Modified: pypy/dist/pypy/documentation/coding-guide.txt
==============================================================================
--- pypy/dist/pypy/documentation/coding-guide.txt	(original)
+++ pypy/dist/pypy/documentation/coding-guide.txt	Thu May 19 17:42:44 2005
@@ -367,7 +367,7 @@
 
 * ``space.is_true(w_x)``: checks if the given wrapped object is considered to be ``True`` or ``False``.  You must never use the truth-value of ``w_x`` directly; doing so (e.g. writing ``if w_x:``) will give you an error reminding you of the problem.
 
-* ``w_x == w_y`` or ``w_x is w_y``: DON'T DO THAT.  The only half-official exception is to check if ``w_x`` contains a wrapped ``None``: you can write ``w_x == space.w_None``.  Follow this rule; the case of ``None`` is easy to fix globally later if we find out that we need to.  The rationale for this rule is that there is no reason that two wrappers are related in any way even if they contain what looks like the same object at application-level.  To check for equality, use ``space.is_true(space.eq(w_x, w_y))``.  To check for identity, use ``space.is_true(space.is_(w_x, w_y))``.
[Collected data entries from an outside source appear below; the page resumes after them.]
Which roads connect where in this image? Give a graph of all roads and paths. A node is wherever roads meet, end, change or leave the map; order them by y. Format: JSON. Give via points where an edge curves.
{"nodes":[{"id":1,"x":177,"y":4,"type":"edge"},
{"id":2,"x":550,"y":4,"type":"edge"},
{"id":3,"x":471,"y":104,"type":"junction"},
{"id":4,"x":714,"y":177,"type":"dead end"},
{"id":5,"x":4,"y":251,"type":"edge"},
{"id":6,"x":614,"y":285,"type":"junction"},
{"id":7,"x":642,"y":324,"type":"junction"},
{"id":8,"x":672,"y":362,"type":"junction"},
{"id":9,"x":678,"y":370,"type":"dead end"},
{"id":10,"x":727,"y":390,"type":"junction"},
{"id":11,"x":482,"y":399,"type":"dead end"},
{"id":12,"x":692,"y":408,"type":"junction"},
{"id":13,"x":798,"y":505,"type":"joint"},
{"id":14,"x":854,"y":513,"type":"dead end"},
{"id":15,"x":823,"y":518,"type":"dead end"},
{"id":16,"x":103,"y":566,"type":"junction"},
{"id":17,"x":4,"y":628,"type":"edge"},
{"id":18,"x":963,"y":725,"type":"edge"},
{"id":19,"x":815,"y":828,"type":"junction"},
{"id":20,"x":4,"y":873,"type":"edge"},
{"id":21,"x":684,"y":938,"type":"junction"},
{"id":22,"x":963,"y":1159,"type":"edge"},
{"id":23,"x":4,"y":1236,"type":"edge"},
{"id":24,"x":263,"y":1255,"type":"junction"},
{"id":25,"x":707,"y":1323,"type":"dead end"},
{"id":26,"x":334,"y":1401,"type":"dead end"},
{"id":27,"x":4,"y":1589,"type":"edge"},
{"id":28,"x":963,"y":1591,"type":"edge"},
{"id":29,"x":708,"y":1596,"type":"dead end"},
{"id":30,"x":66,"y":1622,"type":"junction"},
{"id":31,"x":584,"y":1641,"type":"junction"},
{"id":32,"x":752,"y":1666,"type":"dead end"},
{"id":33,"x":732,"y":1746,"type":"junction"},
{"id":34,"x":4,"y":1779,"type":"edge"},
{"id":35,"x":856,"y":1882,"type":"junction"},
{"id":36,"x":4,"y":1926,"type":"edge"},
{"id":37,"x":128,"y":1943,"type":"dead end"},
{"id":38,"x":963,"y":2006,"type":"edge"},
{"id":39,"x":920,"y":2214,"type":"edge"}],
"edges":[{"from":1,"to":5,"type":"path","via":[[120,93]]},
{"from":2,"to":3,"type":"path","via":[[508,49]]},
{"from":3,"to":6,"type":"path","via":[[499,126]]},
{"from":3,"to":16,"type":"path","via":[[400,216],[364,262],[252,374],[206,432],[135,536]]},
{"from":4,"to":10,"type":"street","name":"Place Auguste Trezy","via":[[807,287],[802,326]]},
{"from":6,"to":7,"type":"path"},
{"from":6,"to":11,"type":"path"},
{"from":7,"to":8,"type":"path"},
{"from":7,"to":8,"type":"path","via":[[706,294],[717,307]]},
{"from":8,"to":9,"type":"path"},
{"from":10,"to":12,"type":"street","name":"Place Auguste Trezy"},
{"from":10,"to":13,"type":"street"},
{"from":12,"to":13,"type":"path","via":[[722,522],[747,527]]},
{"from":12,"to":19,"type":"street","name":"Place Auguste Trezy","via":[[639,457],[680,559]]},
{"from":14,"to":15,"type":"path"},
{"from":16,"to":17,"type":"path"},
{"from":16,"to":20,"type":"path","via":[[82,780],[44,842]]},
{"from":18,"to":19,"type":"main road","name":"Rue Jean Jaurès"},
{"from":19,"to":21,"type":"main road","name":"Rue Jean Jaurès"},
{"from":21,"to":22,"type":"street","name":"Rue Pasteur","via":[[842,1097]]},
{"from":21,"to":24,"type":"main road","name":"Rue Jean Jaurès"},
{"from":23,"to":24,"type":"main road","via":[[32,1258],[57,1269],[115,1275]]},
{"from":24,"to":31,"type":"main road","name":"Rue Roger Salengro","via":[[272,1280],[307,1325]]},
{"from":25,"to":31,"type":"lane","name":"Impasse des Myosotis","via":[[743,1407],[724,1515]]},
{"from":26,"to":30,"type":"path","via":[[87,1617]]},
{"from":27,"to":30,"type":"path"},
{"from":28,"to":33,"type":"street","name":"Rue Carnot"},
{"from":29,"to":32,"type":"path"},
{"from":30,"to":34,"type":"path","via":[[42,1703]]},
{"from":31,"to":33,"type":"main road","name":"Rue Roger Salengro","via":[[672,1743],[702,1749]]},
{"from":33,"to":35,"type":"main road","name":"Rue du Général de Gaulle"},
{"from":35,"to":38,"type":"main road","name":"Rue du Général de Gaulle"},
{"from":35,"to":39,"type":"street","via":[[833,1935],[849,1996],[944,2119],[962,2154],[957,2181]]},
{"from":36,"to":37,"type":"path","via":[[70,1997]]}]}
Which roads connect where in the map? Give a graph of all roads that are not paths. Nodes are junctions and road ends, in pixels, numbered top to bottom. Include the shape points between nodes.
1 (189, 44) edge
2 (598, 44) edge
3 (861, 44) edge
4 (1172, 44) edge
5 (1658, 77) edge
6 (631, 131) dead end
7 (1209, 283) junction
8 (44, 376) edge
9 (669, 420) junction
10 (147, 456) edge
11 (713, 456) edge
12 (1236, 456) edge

+* ``w_x == w_y`` or ``w_x is w_y``: DON'T DO THAT.  The only half-official exception is to check if ``w_x`` contains a wrapped ``None``: you can write ``w_x == space.w_None``.  Follow this rule; the case of ``None`` is easy to fix globally later if we find out that we need to.  The rationale for this rule is that there is no reason that two wrappers are related in any way even if they contain what looks like the same object at application-level.  To check for equality, use ``space.is_true(space.eq(w_x, w_y))`` or even better the short-cut ``space.eq_w(w_x, w_y)`` returning directly a interpreter-level bool.  To check for identity, use ``space.is_true(space.is_(w_x, w_y))`` or better ``space.is_w(w_x, w_y)``.
 
 * ``space.unpackiterable(w_x)``: this helper iterates ``w_x`` (using ``space.iter()`` and ``space.next()``) and collects the resulting wrapped objects in a list.  Of course, in cases where iterating directly is better than collecting the elements in a list first, you should use ``space.iter()`` and ``space.next()`` directly.